McIntyre has written thousands of articles for 24/7 Wall St. He is an expert on corporate finance, the automotive industry, media companies and international finance. He has edited articles on national demographics, sports, personal income and travel.

His work has been quoted or mentioned in The New York Times, The Wall Street Journal, Los Angeles Times, The Washington Post, NBC News, Time, The New Yorker, HuffPost USA Today, Business Insider, Yahoo, AOL, MarketWatch, The Atlantic, Bloomberg, New York Post, Chicago Tribune, Forbes, The Guardian and many other major publications. McIntyre has been a guest on CNBC, the BBC and television and radio stations across the country.

A magna cum laude graduate of Harvard College, McIntyre also was president of The Harvard Advocate.
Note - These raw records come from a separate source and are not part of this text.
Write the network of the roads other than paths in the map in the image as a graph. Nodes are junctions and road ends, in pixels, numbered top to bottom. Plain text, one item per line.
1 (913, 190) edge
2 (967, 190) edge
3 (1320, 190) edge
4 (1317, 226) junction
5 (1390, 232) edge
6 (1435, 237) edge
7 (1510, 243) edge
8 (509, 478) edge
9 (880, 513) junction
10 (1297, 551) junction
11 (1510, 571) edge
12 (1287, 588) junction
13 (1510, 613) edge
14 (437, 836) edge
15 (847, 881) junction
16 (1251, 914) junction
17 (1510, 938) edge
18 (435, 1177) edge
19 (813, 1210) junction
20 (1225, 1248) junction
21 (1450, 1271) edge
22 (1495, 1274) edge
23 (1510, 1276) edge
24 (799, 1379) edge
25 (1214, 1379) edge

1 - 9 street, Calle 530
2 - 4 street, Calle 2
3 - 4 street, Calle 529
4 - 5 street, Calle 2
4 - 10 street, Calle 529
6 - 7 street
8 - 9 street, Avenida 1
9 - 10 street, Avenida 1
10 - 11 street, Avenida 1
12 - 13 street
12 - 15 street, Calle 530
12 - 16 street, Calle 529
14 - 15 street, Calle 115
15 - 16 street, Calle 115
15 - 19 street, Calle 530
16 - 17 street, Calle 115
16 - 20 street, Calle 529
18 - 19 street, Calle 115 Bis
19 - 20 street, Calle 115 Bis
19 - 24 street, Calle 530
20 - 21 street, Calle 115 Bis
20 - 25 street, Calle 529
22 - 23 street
Founded in 1866, the Advocate is the oldest college publication in the United States.

TheStreet.com, Comps.com and Edgar Online are some of the public companies for which McIntyre served on the board of directors. He was a Vicinity Corporation board member when the company was sold to Microsoft in 2002. He served on the audit committees of some of these companies.

McIntyre has been the CEO of FutureSource, a provider of trading terminals and news to commodities and futures traders. He was president of Switchboard, the online phone directory company. He served as chairman and CEO of On2 Technologies, the video compression company that provided video compression software for Adobe’s Flash. Google bought On2 in 2009.